Joy first went out as a missionary to Honduras in 1930. She contracted Malaria and was forced to return to the states. Being unable to get back to the mission field, she had a great burden how to reach the souls in Honduras that were dear to her. The movie industry and recording industry was just expanding in the 1930s and she learned of a studio near her home in Los Angels that would make recordings for individuals. She invested her life savings of about $25 to make a recording of the Gospel to send back to Honduras to play to her friends that they might get saved. It was through this initial investment that she got the vision of making recording in different languages to be a means of witnessing to people in difficult areas, that otherwise had no chance of hearing the Gospel.
I first met Joy when I was with Joe for their annual Bible conference in Los Angeles in 1964, and later became a reasonably close friend. I was sitting with her one night on the porch of her home that was very close to the center of downtown Los Angeles and asked her, “How did you ever get this place?” She said that was her fathers farm. Her father's farm was what is now the center of Los Angeles, and that was the headquarters for Gospel Recordings.

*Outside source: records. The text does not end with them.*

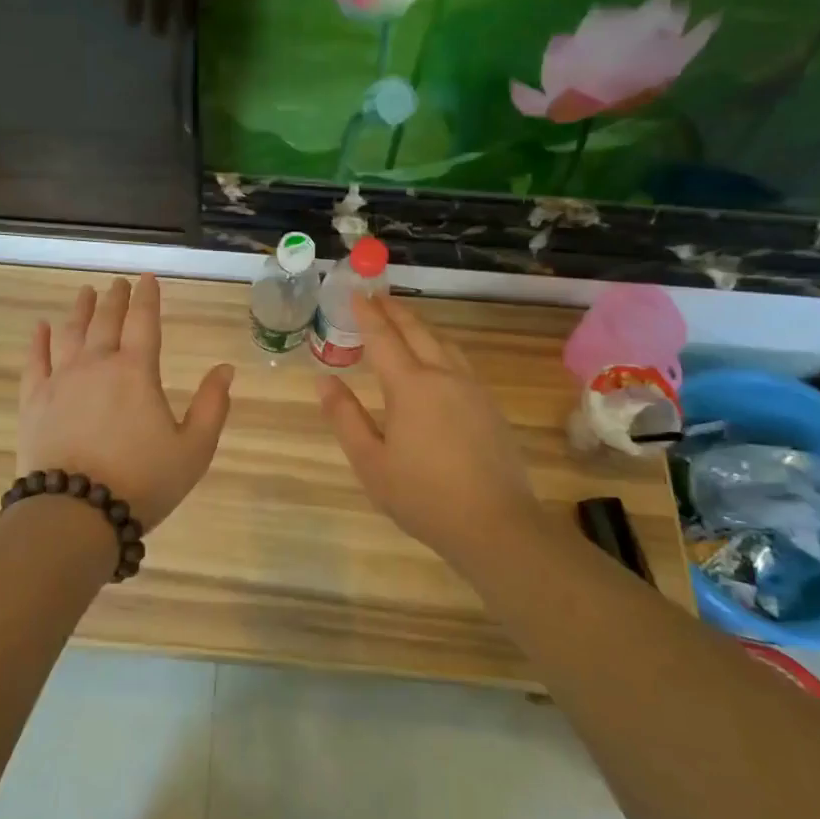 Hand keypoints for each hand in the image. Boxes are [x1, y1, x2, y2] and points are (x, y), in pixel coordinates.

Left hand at [18, 275, 234, 531]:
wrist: (76, 513)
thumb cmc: (142, 482)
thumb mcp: (193, 450)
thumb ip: (212, 406)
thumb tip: (225, 369)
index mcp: (136, 371)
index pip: (144, 321)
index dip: (147, 297)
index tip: (148, 278)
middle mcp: (96, 365)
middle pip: (106, 320)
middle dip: (114, 298)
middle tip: (118, 283)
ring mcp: (60, 380)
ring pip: (70, 333)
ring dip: (79, 310)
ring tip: (85, 293)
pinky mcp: (34, 401)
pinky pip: (35, 361)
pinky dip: (38, 341)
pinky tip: (39, 327)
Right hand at [318, 292, 544, 566]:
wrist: (495, 525)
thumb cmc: (423, 496)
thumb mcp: (370, 462)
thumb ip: (345, 417)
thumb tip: (324, 380)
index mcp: (410, 386)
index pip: (383, 337)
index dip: (367, 314)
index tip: (355, 293)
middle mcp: (443, 376)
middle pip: (417, 330)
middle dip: (395, 310)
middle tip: (376, 297)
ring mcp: (472, 389)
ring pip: (444, 342)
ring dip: (420, 326)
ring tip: (403, 323)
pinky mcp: (489, 406)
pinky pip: (460, 361)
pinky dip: (439, 346)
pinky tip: (435, 361) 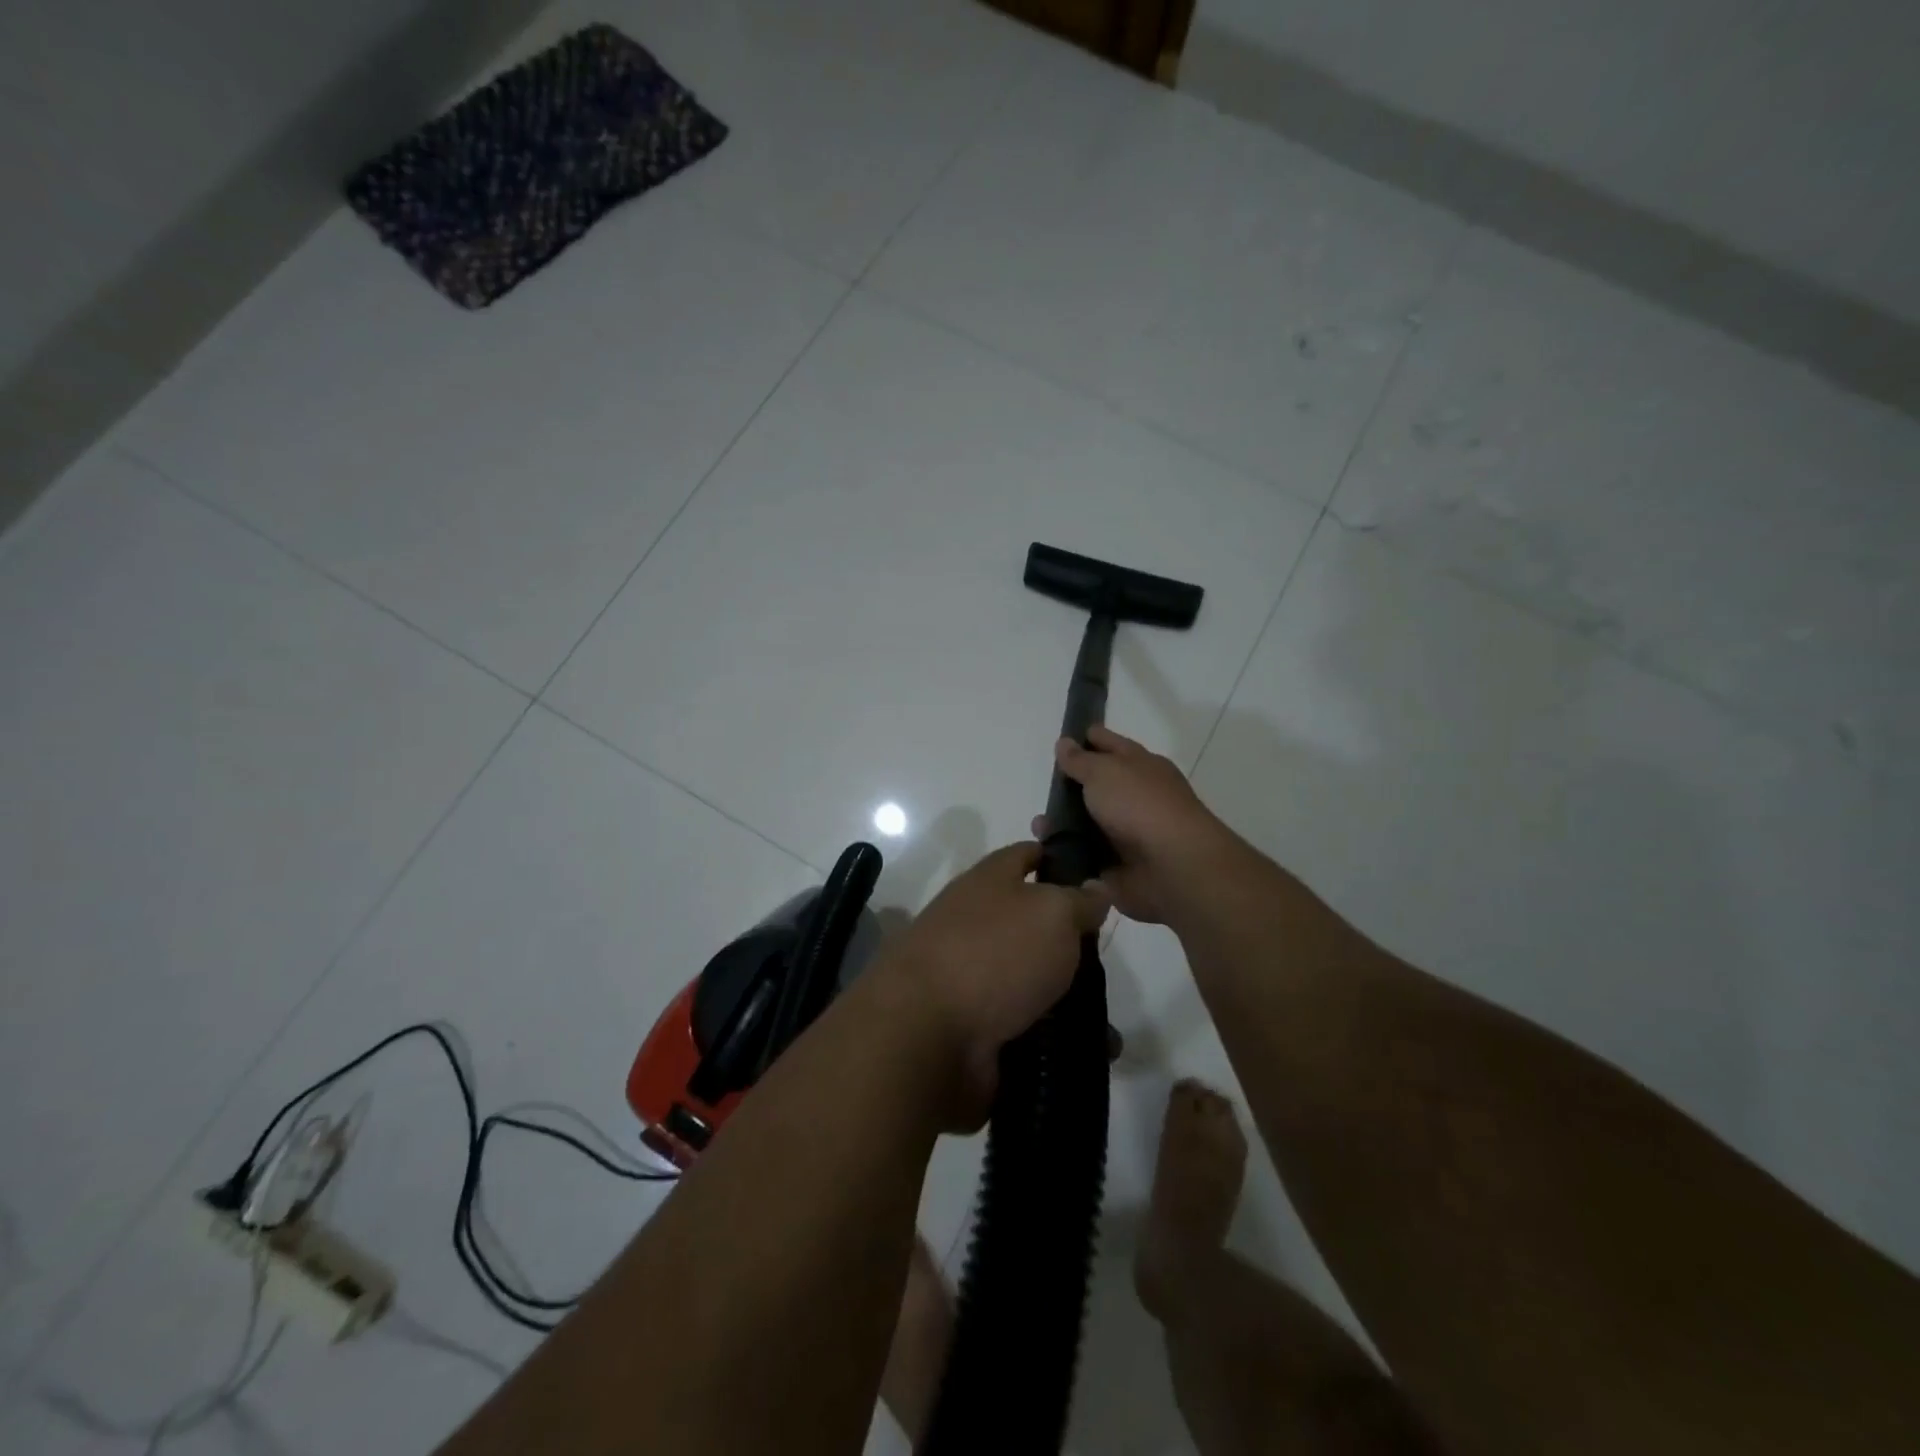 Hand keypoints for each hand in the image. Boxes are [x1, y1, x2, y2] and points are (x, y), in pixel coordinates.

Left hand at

From the original concept of making records on 72 RPM black disks, the technology of recordings evolved in some ingenious ways. If they wanted to reach unreached tribes in remote places on the earth, they had to have some means of being able to play these recordings on something different than a phonograph or a record player. It is pretty hard to buy batteries in the heart of the Amazon or the Tibetan plateau so they had to have something non-electrical.

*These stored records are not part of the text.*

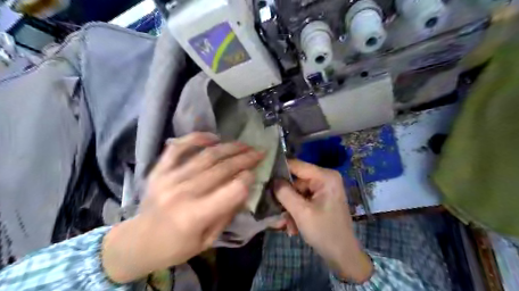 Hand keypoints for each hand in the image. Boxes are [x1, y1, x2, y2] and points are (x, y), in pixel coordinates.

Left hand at [103, 133, 263, 282]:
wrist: (137, 242)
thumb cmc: (176, 246)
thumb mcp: (208, 239)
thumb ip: (227, 212)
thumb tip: (245, 188)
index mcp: (196, 215)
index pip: (232, 190)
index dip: (248, 179)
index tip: (256, 173)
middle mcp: (183, 193)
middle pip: (222, 168)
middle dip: (245, 158)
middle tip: (259, 152)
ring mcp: (168, 178)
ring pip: (206, 155)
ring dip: (229, 147)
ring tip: (244, 144)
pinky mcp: (159, 170)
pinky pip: (178, 147)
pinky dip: (196, 138)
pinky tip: (213, 137)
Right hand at [275, 160, 372, 281]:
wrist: (343, 256)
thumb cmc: (325, 232)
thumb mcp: (301, 212)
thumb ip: (284, 193)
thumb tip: (272, 180)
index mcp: (325, 176)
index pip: (296, 165)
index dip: (279, 170)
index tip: (263, 178)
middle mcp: (325, 178)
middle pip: (296, 181)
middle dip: (286, 198)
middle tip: (277, 213)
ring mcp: (324, 188)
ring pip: (297, 192)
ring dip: (290, 208)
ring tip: (286, 225)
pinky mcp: (321, 198)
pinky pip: (303, 199)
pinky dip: (297, 211)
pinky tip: (294, 226) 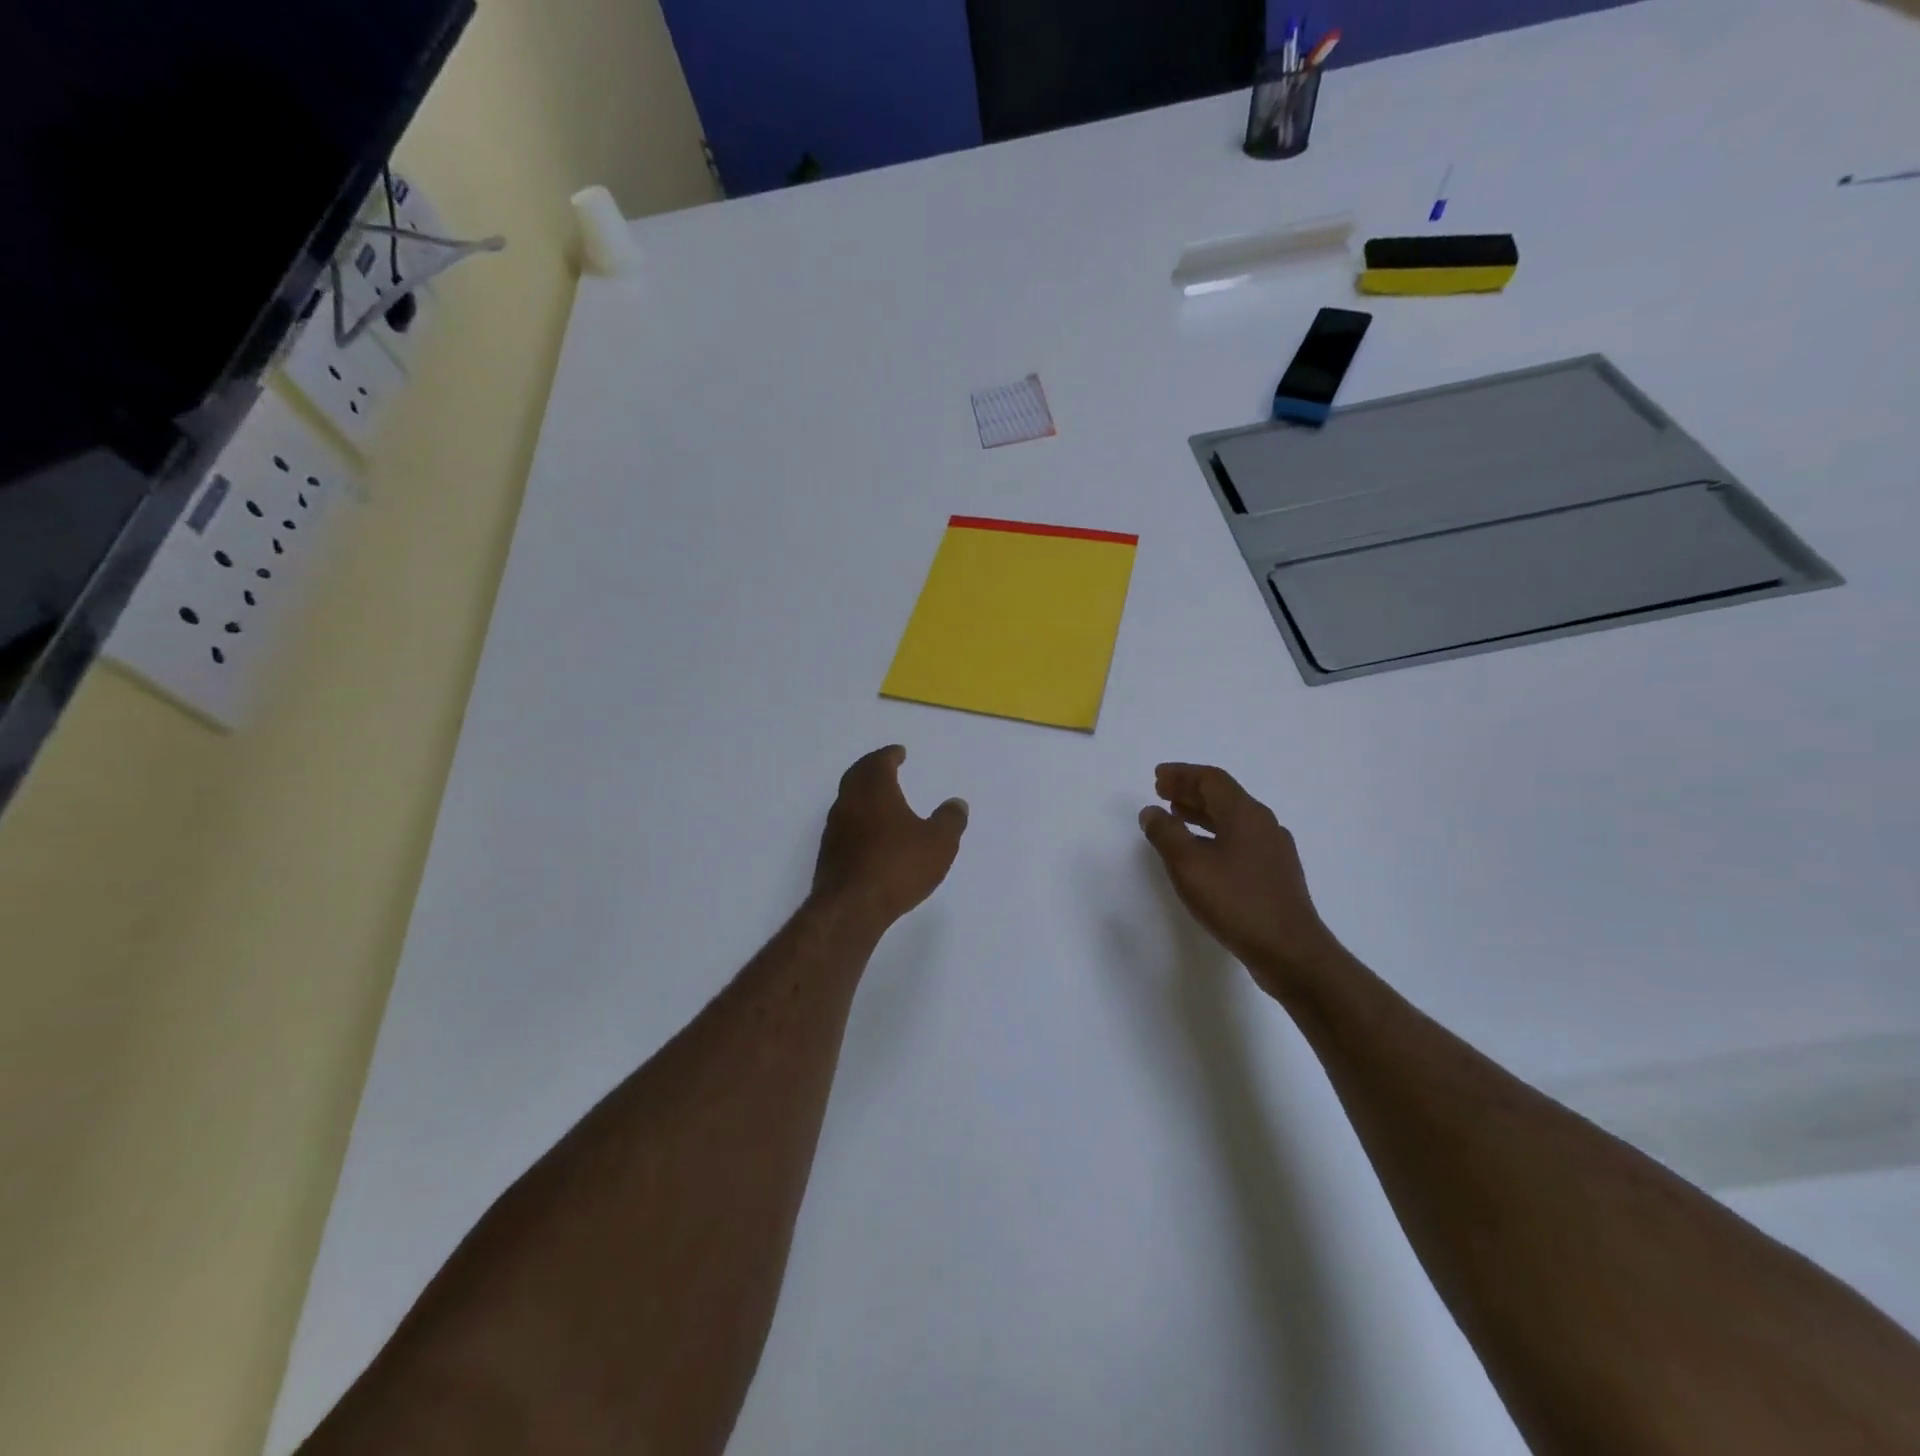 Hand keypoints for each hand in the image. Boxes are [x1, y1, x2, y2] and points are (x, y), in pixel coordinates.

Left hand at [812, 746, 968, 927]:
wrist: (851, 908)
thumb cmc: (898, 866)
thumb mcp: (938, 843)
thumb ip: (950, 820)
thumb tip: (957, 804)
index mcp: (874, 790)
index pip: (879, 762)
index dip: (890, 755)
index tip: (899, 753)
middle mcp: (849, 803)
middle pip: (857, 776)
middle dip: (871, 769)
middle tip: (885, 767)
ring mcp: (834, 829)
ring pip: (847, 801)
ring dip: (862, 794)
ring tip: (880, 800)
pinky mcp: (829, 855)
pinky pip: (844, 826)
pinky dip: (858, 820)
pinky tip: (870, 834)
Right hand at [1139, 763, 1343, 995]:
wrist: (1290, 951)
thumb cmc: (1236, 901)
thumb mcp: (1189, 865)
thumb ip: (1166, 833)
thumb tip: (1151, 811)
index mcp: (1245, 814)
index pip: (1211, 779)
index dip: (1182, 774)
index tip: (1157, 777)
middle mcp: (1264, 824)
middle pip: (1224, 796)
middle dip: (1190, 791)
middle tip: (1162, 792)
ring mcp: (1274, 850)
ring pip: (1232, 820)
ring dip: (1202, 814)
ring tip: (1175, 817)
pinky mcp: (1275, 874)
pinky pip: (1240, 841)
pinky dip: (1215, 836)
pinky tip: (1201, 854)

The simplest means was what they called the talking card. It was nothing more than a piece of cardboard folded in thirds. There were no wires or anything electrical in it. On the bottom third there was a small pin (post) where you could place a record. You stood the rest of the card board up like a tepee with a small needle on the end of one side. You could place that needle on the record and spin it with your finger and it would talk to you. The one side of the card board acted as the speaker. You could pack hundreds of these cards with records in a box, carry them in the heart of the jungles, and naked savages could hear the Gospel in their own tongue. That would so intrigue them that they would spin those records listening to the Gospel by the hour.
They had another high tech device that was no less ingenious but bulkier to carry. They had a small wooden box with a turntable on it. Inside was a simple gear mechanism that you turned with a crank on the side. There was a fly-wheel inside that regulated the RPM of the turntable. No matter how fast you turned the crank the speed was always the same. On top of the box there was a arm that was very similar to the original gramophones. On the end of the arm there was a small speaker with a needle on the end. As you turned the record, the needle would make the paper speaker vibrate that would produce the sound. You could hear the recording quite clearly. In remote villages these talking boxes were tremendously popular as people would listen to the Gospel in their own native language by the hour.

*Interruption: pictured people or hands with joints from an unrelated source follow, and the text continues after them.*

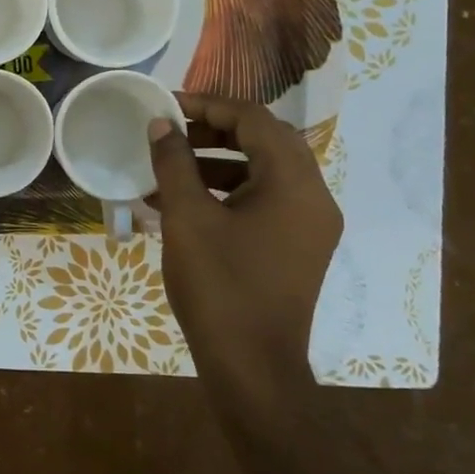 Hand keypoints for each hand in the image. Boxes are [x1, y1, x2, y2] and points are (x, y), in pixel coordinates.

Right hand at [147, 95, 343, 394]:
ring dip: (218, 161)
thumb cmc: (219, 287)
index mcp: (294, 183)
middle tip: (171, 131)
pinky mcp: (298, 247)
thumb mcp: (187, 219)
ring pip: (264, 171)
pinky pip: (265, 201)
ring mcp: (310, 225)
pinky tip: (185, 203)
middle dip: (214, 130)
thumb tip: (161, 124)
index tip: (168, 105)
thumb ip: (174, 163)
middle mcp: (313, 197)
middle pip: (265, 141)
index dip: (208, 105)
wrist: (252, 368)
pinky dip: (229, 192)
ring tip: (171, 167)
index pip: (255, 120) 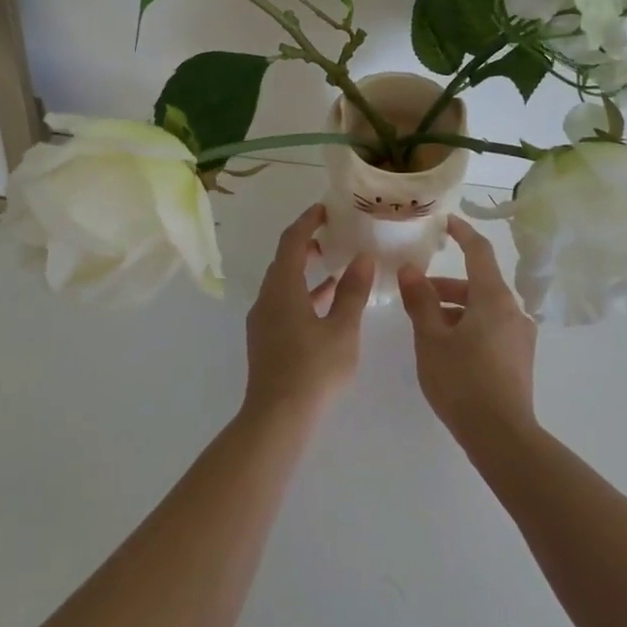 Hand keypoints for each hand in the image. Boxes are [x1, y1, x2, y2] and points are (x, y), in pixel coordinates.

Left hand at [243, 205, 374, 417]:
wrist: (277, 417)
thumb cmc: (313, 369)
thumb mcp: (342, 328)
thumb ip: (352, 291)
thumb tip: (363, 258)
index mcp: (282, 287)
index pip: (291, 241)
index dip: (307, 221)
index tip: (325, 209)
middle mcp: (267, 297)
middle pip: (283, 260)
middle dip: (306, 243)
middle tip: (332, 233)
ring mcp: (263, 319)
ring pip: (283, 283)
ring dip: (305, 270)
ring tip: (334, 263)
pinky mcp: (266, 339)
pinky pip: (284, 302)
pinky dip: (303, 293)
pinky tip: (326, 303)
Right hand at [398, 216, 537, 445]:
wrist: (502, 437)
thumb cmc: (462, 381)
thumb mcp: (431, 338)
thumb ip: (420, 300)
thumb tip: (410, 269)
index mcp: (493, 298)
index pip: (479, 252)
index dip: (462, 233)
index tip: (446, 222)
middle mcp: (513, 311)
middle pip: (478, 283)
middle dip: (446, 284)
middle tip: (415, 292)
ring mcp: (520, 336)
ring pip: (483, 308)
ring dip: (455, 308)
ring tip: (425, 326)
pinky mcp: (519, 359)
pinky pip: (491, 328)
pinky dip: (468, 326)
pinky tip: (447, 348)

Producing the records was the trick. This required an army of courageous missionaries. A recordist missionary would go into an area that was totally unreached by the Gospel and locate someone who was bilingual in both the language of the recording and the tribe they wanted to reach. The recordist had prepared scripts of messages he wanted to record. He would have the native speaker read those scrips and record what he was saying. There were a number of messages that they would record ranging from the story of sin, the Cross, the resurrection, coming judgment, creation, the Flood, etc. The recordist would get these messages recorded in the language he was targeting on a portable tape recorder. He would send that tape back to Los Angeles where technicians would take it off the tapes and make records out of them. The records were very simple plastic disks made by volunteers in Los Angeles that would get shipped back to the country targeted. Missionaries could then carry those records and the talking cards or boxes into remote areas where these tribes or minority groups lived and distribute them. The natives were delighted to have these miraculous talking gadgets and play the records to hundreds of people by the hour. To date Gospel Recordings (Global Recording) has reached over 6,000 tribes with the Gospel message. Can you imagine that? The Lord alone knows how many million have been saved through these simple records.
Of course, church planting and lasting evangelism is much more involved. Mission organizations, like Wycliffe Bible Translators, and New Tribes Mission, send in missionaries who reduce the native language to writing, then translate the Bible in that language. From there Bible are printed and serious, evangelism, and discipling takes over. All of that is necessary to get the Gospel to the nations of the world. But for those small tribes and unreached areas where the population is too small to print Bibles, this is about the only way of getting that message to those people.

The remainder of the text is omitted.